Task requirements: Find how many lines of the following entries contain "Cordova". Reply with the number alone.

+===+

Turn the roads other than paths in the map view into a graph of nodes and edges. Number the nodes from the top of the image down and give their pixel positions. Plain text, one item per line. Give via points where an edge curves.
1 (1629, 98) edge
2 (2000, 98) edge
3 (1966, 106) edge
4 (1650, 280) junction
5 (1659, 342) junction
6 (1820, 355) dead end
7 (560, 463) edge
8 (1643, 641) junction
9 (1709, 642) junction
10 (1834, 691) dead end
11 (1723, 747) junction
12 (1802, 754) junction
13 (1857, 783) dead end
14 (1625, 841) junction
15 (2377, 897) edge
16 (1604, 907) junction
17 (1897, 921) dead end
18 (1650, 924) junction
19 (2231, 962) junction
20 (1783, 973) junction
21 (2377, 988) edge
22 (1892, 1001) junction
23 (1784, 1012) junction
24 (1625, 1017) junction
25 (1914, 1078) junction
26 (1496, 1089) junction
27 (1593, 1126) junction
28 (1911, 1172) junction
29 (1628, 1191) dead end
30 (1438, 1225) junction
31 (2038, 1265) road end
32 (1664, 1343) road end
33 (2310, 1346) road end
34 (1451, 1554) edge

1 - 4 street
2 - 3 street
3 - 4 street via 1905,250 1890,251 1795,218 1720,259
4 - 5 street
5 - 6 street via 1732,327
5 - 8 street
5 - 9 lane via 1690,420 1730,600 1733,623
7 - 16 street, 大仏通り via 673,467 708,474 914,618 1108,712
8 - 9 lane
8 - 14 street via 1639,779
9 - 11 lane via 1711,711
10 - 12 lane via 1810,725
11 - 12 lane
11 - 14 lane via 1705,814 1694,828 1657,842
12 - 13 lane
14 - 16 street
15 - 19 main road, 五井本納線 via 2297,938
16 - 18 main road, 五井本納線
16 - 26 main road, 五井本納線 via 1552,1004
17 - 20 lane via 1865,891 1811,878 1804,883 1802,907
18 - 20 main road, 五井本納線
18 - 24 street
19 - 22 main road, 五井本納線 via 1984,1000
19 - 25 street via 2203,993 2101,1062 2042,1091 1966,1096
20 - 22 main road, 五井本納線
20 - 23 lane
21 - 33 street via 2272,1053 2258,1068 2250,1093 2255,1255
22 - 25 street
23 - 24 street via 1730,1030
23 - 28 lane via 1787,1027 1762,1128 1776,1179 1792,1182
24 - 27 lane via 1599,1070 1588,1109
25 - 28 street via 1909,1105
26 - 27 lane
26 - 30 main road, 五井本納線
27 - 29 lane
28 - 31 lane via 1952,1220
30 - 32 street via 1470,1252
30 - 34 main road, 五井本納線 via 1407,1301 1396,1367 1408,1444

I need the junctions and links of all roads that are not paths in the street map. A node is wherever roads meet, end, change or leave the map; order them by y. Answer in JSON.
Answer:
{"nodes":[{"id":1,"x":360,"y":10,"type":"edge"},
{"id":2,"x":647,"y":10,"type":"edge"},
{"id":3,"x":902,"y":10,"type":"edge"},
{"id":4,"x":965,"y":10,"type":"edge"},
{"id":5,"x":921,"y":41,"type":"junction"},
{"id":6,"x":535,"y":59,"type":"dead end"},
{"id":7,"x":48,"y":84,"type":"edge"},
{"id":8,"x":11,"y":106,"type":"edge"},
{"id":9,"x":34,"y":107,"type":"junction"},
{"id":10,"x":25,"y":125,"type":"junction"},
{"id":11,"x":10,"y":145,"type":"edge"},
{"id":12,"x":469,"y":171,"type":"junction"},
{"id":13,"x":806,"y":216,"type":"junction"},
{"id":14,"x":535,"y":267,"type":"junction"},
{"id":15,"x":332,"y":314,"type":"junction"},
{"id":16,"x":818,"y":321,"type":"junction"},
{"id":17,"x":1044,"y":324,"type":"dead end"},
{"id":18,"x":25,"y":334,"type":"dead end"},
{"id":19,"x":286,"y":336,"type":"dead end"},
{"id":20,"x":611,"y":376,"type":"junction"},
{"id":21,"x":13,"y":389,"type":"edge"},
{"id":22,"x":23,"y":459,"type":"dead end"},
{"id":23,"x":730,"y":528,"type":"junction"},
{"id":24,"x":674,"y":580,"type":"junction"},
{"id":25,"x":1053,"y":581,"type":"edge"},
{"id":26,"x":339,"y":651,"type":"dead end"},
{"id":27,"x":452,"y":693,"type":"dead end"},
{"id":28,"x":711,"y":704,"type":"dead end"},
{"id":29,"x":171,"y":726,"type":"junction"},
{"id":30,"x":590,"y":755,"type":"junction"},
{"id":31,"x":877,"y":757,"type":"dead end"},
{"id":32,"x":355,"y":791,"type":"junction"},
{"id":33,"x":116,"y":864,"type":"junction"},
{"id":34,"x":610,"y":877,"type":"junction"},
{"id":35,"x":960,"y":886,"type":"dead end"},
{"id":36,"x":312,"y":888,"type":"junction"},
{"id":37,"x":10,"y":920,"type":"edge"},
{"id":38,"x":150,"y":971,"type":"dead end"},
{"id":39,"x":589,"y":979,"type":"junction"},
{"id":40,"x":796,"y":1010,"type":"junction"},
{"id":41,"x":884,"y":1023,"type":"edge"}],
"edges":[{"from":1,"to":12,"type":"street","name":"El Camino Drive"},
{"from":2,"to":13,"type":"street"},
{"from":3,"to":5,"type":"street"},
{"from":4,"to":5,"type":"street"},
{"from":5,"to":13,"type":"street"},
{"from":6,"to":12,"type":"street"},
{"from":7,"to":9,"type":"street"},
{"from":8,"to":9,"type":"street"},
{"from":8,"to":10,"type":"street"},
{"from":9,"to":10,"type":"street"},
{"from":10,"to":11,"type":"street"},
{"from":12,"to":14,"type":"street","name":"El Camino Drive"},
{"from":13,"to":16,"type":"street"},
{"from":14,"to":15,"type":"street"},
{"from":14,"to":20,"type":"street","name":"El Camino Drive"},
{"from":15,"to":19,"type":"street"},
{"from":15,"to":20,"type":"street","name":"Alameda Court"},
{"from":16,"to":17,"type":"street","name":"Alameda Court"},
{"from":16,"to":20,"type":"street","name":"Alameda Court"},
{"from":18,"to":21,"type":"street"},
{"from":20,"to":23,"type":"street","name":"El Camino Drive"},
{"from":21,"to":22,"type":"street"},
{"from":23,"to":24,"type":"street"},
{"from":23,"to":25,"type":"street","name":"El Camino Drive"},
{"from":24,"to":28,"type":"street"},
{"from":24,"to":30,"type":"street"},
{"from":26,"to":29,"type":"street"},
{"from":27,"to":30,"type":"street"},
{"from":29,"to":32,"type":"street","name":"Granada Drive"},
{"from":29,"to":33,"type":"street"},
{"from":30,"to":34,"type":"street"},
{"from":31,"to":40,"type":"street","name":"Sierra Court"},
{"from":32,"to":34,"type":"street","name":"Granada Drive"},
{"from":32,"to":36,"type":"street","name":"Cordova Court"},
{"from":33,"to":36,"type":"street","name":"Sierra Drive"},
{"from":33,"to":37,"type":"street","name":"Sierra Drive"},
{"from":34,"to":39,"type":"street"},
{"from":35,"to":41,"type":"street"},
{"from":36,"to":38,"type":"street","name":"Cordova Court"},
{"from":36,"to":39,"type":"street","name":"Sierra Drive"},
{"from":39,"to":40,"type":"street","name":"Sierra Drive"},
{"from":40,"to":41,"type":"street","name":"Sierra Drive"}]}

+===+

Reply to the task: 2